I just have to trick myself into thinking there is a time crunch. It's more than a trick - a lot of the things I want to write about are important right now, and I need to get them out there while they're still relevant.

I thought this would get better as I got older and more disciplined, and yet I think it's actually getting worse in some ways. In college, it was sort of expected, and hey, sunrise in Charlottesville is really pretty! In med school, I had a great study partner who kept me on track - for three days before every exam, we moved into our favorite coffee shop and did practice questions from old exams together. (One of the best compliments I've ever gotten: "When I took the exam, I heard your voice, explaining things.") The guys in the coffee shop knew us so well that they once changed my tire for me - without asking, while I was taking a dinner break. When I switched over to grad school, I remember finishing my first essay for a tutorial at 4:30 in the morning, and thinking, This is terrible. I feel terrible. I will NEVER let this happen again. (Unclear if that was the exhaustion or the stomachache from eating my body weight in Haribo gummy bears talking.)

Famous last words. That was before I started giving a lot of talks - no matter how early I create a PowerPoint file or how much time I spend debating the merits of light vs. dark background (of critical importance), somehow these talks are never final until the wee hours of the morning before I'm supposed to speak. I know some people practice their transitions and timing well in advance - I usually don't know exactly what I'm going to say until I'm saying it. Somehow, the panic I feel beforehand dissipates as soon as I start talking.

But I could spare myself all that anxiety if I just didn't procrastinate so much! What is wrong with me?

I've tried everything I can think of to boost my willpower. For instance:

(1) The reward system - read or write a certain amount and then I allow myself to read something fun. That seems to work better for studying than for writing, and it usually falls apart after awhile. The balance eventually tips from work (listen to a one-hour webinar and do 15 practice questions for one chapter of a novel) to play (read one 3000-word article for 16 chapters of that novel).

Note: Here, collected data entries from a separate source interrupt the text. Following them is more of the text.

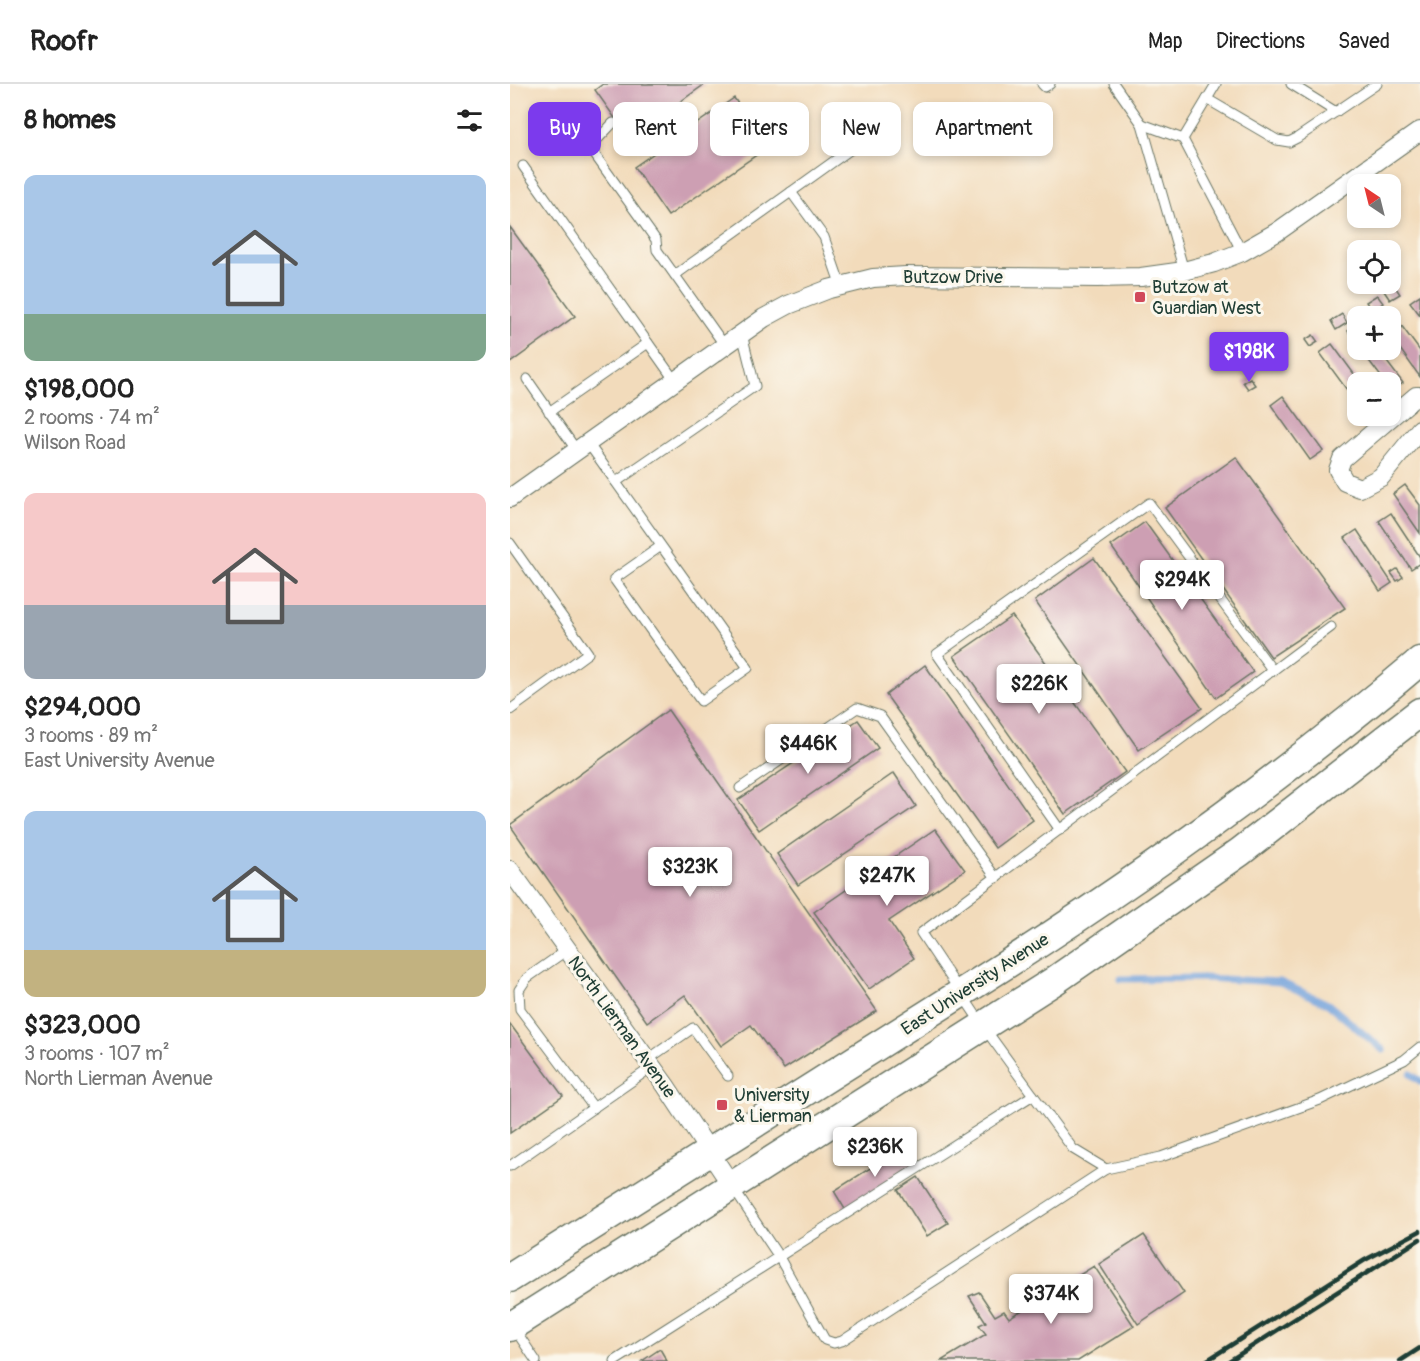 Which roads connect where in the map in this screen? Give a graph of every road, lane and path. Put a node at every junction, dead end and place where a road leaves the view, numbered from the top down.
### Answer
1 (1042, 84) edge
2 (1050, 84) edge
3 (1114, 84) edge
4 (1216, 84) edge
5 (1291, 84) edge
6 (1377, 84) edge
7 (1207, 99) junction
8 (1336, 112) junction
9 (613, 123) dead end
10 (1142, 124) junction
11 (1420, 131) edge
12 (1183, 139) junction
13 (841, 156) edge
14 (523, 166) dead end
15 (791, 192) junction
16 (1242, 252) junction
17 (1184, 271) junction
18 (675, 274) junction
19 (842, 286) junction
20 (742, 334) junction
21 (648, 343) junction
22 (725, 346) junction
23 (527, 379) dead end
24 (675, 381) junction
25 (1420, 396) edge
26 (549, 412) junction
27 (1420, 429) edge
28 (583, 447) junction
29 (616, 482) junction
30 (510, 498) edge
31 (510, 543) edge
32 (661, 546) junction
33 (1331, 627) dead end
34 (1420, 661) edge
35 (1273, 671) junction
36 (510, 710) edge
37 (1420, 712) edge
38 (740, 788) dead end
39 (1060, 830) junction
40 (510, 870) edge
41 (996, 878) junction
42 (567, 950) junction
43 (961, 993) junction
44 (983, 1026) junction
45 (1420, 1047) edge
46 (649, 1064) junction
47 (728, 1076) dead end
48 (1033, 1095) junction
49 (594, 1108) junction
50 (709, 1152) junction
51 (510, 1166) edge
52 (1106, 1169) junction
53 (732, 1186) junction
54 (779, 1257) junction
55 (510, 1278) edge
56 (511, 1326) edge
57 (536, 1361) edge
58 (615, 1361) edge

1 - 2 lane
3 - 10 lane
4 - 7 lane
5 - 8 lane
6 - 8 lane
7 - 8 lane
7 - 12 lane
9 - 18 lane
10 - 12 lane
10 - 17 lane
11 - 16 street, Butzow Drive
12 - 16 lane
13 - 15 lane
14 - 21 lane
15 - 18 lane
15 - 19 lane
16 - 17 street, Butzow Drive
17 - 19 street, Butzow Drive
18 - 22 lane
19 - 20 street, Butzow Drive
20 - 22 street, Butzow Drive
20 - 29 lane
21 - 24 lane
21 - 26 lane
22 - 24 street, Butzow Drive
23 - 26 lane
24 - 28 street, Butzow Drive
25 - 27 street
26 - 28 lane
28 - 29 lane
28 - 30 street, Butzow Drive
29 - 32 lane
31 - 36 lane
32 - 32 lane
33 - 35 lane
34 - 43 main road, East University Avenue
35 - 39 lane
35 - 39 lane
37 - 44 main road
38 - 41 lane
39 - 41 lane
40 - 42 street, North Lierman Avenue
41 - 43 lane
42 - 46 street, North Lierman Avenue
42 - 49 lane
43 - 44 lane
43 - 50 main road, East University Avenue
44 - 48 lane
44 - 53 main road
45 - 52 lane
46 - 47 lane
46 - 49 lane
46 - 50 street, North Lierman Avenue
48 - 52 lane
48 - 54 lane
49 - 51 lane
50 - 53 street, North Lierman Avenue
50 - 55 main road, East University Avenue
52 - 54 lane
53 - 54 lane
53 - 56 main road
54 - 58 lane
56 - 57 lane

(2) Self-bribery - with dark-roast pourover coffee and nice glasses of Malbec, just to persuade myself to sit still and start typing. That only works insofar as probably nothing would ever get written with caffeine (because I'd still be recovering from all those all-nighters). (More would probably get done with less wine, but dinners wouldn't be nearly as enjoyable.)

At its worst, I'd rather do anything but what I most need to be doing. Paint the trim in the hallway. Relearn how to play chess. Scan in family photos stored on 5000 slides ('cause my dad used slide film from 1986 to 1996). Obsess over Serial. Oddly, the more I've procrastinated in the last few months, the more disciplined I've become about other things. This is just another mental tactic - I've convinced myself (3) that taking a break to practice playing the piano or go for a run will clear my head and help me focus, and then I'll feel more creative and energized to write better.

It's totally possible that it's partly true, and I am smarter/more imaginative/whatever. I have certainly written whole pages and scenes and arguments in my head while running. And to be fair, there is a ton of research on the cognitive benefits of both music and exercise.

But to know that it's working for me, I'd have to...actually write something afterward. <sigh> Maybe I should try to (4) combine it with the reward/bribery approaches. For every ten minutes I spend playing the piano, I have to write 500 words. With wine. (No gummy bears though.) I could make it into a drinking game.

And now, I've tried one last strategy:  (5) writing honestly about my problem. Do you think it will make a difference?